→ **Task input**
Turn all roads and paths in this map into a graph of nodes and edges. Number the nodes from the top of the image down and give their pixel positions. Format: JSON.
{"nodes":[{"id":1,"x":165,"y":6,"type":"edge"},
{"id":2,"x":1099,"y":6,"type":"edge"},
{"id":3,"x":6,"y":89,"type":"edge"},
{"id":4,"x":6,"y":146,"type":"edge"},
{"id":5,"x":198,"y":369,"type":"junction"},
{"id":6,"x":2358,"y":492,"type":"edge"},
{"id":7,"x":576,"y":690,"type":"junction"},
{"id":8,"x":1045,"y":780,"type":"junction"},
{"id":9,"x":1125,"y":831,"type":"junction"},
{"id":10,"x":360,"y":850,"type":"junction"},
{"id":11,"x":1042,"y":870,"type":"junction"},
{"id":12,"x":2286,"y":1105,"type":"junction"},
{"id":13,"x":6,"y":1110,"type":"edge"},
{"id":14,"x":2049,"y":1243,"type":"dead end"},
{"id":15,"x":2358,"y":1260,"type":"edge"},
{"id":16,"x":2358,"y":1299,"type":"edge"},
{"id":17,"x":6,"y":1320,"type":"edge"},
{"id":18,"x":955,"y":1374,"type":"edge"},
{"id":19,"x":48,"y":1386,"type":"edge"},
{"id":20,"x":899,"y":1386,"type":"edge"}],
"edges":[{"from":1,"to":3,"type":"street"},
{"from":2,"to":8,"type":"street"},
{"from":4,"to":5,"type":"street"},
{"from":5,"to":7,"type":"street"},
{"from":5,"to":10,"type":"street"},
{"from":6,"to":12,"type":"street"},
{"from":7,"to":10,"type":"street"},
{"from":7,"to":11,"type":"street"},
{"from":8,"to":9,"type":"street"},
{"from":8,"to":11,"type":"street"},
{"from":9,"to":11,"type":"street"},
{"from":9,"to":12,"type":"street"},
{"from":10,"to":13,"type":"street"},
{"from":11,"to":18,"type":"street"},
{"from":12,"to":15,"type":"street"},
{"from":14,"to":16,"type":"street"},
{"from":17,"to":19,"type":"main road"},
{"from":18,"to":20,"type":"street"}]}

→ **To do**
Of all the lines in the data above, show only those that hold the word "junction".

→ **Result**
{"id":5,"x":198,"y":369,"type":"junction"},
{"id":7,"x":576,"y":690,"type":"junction"},
{"id":8,"x":1045,"y":780,"type":"junction"},
{"id":9,"x":1125,"y":831,"type":"junction"},
{"id":10,"x":360,"y":850,"type":"junction"},
{"id":11,"x":1042,"y":870,"type":"junction"},
{"id":12,"x":2286,"y":1105,"type":"junction"},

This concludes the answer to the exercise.